What to produce
With the entries below as the source, tally the lines that contain the string "Cameo" and give the number only.

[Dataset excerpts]
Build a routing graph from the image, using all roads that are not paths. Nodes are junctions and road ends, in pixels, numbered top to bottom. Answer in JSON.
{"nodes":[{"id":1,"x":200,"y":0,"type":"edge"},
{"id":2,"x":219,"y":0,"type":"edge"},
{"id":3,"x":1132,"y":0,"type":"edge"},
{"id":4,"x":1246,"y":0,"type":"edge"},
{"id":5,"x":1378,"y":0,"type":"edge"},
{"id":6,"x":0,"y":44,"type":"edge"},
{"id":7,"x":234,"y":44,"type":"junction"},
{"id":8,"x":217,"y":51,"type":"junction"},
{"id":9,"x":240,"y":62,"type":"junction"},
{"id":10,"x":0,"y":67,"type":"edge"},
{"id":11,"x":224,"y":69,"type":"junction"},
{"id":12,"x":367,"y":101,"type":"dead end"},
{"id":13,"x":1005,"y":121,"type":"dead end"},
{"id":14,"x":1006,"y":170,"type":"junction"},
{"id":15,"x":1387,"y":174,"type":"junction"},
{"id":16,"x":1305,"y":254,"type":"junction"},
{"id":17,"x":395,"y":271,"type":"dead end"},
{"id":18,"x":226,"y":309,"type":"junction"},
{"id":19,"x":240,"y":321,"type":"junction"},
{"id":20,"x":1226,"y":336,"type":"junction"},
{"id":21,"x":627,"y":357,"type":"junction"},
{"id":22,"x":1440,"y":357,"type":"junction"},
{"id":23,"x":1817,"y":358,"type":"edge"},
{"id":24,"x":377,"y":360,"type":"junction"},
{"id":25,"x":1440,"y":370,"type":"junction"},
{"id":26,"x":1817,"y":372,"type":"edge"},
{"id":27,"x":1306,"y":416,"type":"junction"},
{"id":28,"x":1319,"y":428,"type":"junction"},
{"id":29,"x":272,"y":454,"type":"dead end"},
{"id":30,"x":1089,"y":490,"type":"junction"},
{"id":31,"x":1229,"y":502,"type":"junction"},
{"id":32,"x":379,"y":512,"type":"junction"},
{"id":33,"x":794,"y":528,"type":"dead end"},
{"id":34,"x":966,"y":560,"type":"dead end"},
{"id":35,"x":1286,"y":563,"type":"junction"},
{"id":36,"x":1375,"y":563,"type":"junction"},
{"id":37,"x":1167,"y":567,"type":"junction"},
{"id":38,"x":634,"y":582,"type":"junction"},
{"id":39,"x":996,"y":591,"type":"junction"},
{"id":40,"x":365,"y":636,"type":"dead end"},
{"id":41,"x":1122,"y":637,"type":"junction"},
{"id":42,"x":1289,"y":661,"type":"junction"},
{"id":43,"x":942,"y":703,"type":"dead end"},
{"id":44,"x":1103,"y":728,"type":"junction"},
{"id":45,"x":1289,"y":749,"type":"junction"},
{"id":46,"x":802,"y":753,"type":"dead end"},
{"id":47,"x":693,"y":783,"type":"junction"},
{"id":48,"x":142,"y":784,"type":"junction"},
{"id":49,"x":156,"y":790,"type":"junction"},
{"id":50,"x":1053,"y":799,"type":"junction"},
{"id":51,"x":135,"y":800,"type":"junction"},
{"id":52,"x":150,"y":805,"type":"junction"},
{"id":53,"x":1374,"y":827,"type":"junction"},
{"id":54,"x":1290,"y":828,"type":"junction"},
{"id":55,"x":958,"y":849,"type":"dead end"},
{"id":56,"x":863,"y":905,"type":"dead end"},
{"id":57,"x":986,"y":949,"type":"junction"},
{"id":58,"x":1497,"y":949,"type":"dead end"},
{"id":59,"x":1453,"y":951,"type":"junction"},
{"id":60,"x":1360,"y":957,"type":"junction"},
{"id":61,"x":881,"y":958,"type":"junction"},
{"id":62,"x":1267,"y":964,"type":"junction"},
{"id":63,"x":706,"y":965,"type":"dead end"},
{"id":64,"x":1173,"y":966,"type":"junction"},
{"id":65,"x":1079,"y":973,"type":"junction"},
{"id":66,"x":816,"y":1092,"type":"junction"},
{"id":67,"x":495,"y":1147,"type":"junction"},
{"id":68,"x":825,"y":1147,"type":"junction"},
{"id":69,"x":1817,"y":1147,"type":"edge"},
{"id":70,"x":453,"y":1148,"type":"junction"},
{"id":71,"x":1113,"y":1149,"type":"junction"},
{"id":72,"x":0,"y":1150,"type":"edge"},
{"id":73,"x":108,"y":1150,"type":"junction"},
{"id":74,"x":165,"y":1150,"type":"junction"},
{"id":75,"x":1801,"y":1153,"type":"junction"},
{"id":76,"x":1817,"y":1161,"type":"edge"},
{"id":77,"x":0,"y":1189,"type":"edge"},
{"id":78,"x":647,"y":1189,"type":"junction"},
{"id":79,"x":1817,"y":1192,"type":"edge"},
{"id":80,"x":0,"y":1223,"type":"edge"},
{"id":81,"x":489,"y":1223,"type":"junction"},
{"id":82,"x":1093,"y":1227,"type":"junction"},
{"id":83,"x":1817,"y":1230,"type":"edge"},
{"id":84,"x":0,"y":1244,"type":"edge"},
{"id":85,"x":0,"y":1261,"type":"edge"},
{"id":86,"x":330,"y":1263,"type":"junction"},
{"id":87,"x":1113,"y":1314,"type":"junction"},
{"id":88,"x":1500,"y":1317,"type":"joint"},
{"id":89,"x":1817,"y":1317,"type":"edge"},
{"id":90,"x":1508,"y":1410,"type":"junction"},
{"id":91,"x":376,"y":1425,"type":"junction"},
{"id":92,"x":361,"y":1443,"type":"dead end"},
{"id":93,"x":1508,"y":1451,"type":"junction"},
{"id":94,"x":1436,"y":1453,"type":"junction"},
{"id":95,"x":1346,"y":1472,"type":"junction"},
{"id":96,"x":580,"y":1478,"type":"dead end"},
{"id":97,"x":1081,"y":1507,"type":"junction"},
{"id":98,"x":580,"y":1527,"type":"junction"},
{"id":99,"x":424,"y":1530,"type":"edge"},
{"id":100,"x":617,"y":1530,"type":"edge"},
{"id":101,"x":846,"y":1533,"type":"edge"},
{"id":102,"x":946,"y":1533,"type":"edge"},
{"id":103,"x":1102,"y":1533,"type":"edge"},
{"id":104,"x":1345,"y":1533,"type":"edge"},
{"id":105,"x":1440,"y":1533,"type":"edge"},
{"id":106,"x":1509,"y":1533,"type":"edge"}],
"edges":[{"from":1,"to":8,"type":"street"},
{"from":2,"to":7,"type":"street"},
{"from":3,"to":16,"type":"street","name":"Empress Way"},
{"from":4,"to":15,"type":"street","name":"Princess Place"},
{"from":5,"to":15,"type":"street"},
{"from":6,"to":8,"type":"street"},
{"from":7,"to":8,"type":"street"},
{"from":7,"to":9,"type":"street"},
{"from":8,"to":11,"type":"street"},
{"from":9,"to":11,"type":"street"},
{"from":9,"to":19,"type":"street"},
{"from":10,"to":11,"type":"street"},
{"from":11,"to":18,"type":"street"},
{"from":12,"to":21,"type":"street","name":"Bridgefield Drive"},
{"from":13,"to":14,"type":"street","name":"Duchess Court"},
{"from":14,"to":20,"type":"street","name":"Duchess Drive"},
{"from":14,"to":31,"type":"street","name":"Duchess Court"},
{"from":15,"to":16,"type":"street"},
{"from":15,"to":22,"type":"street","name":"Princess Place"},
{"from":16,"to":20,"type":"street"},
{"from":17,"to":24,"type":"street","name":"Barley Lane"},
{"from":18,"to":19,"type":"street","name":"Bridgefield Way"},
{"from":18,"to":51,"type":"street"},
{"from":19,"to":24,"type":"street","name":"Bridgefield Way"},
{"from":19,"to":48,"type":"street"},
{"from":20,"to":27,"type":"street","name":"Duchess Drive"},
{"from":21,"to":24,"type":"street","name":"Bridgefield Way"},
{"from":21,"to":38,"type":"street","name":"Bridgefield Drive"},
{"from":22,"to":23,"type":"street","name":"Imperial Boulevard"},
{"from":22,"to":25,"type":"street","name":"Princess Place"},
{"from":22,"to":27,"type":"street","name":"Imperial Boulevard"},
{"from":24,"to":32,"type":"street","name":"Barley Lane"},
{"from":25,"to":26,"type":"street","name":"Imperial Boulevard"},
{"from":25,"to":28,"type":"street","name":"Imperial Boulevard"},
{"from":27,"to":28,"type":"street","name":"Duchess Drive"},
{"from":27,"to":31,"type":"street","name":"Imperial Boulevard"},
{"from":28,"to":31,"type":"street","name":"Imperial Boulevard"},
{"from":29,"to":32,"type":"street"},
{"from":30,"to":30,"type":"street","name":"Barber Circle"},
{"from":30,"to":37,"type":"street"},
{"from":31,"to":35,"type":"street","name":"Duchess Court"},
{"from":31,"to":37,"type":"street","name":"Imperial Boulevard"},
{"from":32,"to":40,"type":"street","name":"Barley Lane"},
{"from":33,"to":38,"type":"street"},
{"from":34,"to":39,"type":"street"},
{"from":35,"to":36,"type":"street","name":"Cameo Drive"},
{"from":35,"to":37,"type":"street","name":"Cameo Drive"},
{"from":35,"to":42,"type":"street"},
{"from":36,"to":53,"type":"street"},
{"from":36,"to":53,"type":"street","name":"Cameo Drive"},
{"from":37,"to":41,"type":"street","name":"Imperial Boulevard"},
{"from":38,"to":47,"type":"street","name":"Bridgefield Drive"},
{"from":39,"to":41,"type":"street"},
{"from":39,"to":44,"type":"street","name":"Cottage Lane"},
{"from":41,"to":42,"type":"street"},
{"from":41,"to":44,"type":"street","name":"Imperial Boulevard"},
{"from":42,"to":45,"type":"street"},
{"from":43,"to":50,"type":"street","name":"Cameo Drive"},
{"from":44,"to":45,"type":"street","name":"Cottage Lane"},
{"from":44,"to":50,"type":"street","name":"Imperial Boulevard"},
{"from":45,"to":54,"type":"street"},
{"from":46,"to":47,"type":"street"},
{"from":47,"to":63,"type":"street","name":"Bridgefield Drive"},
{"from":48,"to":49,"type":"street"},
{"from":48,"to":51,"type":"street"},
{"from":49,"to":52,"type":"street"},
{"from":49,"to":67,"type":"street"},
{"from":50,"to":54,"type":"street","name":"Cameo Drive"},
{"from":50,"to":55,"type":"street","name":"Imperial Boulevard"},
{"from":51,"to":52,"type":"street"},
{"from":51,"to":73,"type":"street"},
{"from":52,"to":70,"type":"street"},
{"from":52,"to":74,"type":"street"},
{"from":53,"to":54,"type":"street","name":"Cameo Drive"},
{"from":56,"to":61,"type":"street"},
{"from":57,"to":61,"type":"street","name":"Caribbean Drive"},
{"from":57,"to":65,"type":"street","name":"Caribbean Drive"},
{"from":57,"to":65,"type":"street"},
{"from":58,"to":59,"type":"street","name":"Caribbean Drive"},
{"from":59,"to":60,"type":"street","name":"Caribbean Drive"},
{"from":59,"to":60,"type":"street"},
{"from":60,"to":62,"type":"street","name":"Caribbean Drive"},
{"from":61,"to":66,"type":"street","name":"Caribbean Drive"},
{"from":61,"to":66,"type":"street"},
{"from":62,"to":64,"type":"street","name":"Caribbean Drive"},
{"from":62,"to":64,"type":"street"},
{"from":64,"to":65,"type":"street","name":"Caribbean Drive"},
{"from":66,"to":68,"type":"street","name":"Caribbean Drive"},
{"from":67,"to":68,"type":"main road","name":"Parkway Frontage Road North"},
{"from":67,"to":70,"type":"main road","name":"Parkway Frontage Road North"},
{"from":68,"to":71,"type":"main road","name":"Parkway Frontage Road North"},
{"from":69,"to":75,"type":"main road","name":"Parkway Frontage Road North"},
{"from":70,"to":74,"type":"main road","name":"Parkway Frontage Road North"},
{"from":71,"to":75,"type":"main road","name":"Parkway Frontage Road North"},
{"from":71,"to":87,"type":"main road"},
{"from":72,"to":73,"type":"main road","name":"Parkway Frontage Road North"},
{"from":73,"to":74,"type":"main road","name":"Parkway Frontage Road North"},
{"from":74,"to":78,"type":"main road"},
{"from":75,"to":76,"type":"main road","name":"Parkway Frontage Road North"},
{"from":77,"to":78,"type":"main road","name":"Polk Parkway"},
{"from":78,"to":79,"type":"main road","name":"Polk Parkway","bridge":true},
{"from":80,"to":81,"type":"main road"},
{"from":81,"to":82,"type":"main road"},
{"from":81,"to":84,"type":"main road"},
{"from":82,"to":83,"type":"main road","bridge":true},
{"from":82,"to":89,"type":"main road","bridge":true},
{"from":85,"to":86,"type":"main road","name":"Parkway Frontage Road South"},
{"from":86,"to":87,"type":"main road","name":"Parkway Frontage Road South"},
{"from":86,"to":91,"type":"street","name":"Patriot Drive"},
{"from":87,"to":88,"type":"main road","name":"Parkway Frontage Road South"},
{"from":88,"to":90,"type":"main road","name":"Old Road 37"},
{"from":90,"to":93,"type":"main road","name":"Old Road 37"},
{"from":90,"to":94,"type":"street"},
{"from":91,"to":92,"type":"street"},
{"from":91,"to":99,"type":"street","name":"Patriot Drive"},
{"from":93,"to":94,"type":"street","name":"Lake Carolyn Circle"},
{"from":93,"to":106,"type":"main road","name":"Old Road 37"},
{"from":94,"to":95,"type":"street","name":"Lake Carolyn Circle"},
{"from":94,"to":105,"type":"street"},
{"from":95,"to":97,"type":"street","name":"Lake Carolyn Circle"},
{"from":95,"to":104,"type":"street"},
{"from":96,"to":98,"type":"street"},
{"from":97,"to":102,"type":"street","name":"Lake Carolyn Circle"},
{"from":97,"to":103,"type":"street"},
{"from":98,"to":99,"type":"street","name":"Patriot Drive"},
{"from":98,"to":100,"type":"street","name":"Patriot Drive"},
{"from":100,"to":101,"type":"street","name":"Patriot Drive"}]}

Solution to the exercise
6